Introduction
Image classification is a key task in Computer Vision.
In an image classification task, the input is an image, and the output is a class label (e.g. “cat”, “dog”, etc. ) that usually describes the content of the image.
In the last decade, neural networks have made great progress in solving the image classification task. The application of neural networks to the classification problem started in 2012 with the introduction of AlexNet by Alex Krizhevsky, Ilya Sutskever, and Geoffrey Hinton. Their model achieved 63.3% Top-1 Accuracy on the ImageNet challenge. Currently, the Top-1 result (as of August 2020) is 88.5% achieved by the network called “FixEfficientNet-L2.”
The task of assigning a label to a picture is well studied. Often it’s enough to search on GitHub for a model (or implement it by yourself) and train it on your data. You get a solution that can predict the labels with decent accuracy.

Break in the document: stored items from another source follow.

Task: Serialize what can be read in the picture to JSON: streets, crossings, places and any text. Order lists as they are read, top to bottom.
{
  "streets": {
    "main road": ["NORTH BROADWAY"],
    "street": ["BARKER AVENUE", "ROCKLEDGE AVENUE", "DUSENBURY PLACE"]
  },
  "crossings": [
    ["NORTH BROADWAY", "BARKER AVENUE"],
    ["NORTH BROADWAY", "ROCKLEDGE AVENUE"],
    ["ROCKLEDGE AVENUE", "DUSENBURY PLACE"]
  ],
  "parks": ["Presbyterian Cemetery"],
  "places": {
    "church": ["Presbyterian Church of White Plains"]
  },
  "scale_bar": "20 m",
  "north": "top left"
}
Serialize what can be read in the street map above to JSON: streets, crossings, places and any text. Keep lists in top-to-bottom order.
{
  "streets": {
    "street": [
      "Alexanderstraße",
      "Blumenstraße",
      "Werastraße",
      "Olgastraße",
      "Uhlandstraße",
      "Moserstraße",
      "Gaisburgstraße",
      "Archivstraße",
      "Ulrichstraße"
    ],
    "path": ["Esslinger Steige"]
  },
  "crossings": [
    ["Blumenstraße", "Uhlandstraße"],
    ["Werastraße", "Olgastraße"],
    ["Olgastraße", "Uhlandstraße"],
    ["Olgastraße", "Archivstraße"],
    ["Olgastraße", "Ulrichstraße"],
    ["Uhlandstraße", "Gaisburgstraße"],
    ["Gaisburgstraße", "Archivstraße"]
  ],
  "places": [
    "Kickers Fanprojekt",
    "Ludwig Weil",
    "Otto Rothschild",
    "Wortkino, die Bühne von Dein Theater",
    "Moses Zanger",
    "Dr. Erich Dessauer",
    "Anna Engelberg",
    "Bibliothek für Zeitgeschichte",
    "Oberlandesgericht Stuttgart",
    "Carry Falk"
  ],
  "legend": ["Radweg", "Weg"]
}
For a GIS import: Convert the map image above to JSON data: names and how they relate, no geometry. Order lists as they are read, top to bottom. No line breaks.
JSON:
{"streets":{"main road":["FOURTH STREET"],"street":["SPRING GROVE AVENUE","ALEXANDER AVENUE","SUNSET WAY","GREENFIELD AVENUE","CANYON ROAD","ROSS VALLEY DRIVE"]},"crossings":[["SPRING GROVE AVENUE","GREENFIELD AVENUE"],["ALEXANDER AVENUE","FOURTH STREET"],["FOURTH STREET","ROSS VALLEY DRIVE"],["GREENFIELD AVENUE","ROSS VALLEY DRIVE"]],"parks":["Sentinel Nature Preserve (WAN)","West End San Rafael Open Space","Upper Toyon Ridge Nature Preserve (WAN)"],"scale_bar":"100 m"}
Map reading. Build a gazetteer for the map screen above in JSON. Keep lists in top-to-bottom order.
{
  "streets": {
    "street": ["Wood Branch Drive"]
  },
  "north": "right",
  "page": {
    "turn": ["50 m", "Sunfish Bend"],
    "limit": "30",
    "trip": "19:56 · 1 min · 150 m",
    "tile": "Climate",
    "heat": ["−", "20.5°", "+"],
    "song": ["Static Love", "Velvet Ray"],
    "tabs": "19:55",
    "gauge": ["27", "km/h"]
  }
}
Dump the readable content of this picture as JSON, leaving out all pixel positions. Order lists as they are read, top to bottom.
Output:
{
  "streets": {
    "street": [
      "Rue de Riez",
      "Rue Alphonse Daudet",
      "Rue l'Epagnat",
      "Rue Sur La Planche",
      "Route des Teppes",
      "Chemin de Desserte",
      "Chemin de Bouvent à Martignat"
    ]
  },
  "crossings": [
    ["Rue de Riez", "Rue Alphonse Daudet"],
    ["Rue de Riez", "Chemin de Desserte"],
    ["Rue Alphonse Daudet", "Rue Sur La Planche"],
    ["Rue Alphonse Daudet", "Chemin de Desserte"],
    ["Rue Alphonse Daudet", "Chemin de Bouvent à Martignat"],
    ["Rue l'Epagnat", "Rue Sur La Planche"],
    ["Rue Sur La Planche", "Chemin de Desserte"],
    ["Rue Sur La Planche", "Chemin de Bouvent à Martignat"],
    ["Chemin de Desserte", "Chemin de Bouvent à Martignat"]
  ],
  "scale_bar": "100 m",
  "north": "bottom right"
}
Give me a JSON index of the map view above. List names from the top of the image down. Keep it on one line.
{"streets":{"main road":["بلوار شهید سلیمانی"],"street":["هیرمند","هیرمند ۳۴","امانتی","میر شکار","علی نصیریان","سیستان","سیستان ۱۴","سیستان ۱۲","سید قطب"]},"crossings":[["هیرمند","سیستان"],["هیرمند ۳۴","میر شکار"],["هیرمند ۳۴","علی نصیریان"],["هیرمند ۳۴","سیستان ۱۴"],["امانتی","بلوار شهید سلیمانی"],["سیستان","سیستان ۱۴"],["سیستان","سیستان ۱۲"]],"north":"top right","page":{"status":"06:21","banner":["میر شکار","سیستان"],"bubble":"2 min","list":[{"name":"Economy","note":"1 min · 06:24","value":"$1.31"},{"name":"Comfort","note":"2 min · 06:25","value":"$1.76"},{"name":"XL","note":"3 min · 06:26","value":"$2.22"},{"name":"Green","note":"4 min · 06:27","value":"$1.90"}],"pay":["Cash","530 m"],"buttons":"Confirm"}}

However, when you aren’t satisfied with the result, improving the model may be tricky. You can try to one of the following.
- Use another model. For instance, if you work with the ResNet family, you may try to use a larger model or switch to one of the more recent modifications like ResNeSt. However, this isn’t always possible as you may be limited in resources (for example if your target is a small device like Raspberry Pi), the state-of-the-art model with hundreds of millions of parameters may not fit into memory, or inference may be too slow. Moreover, usually, we use transfer learning from pre-trained models, you need to find weights for your model but if you make some custom updates or find a model on GitHub it can be an issue. That is why sometimes you have to fix the chosen model and find other ways to improve quality.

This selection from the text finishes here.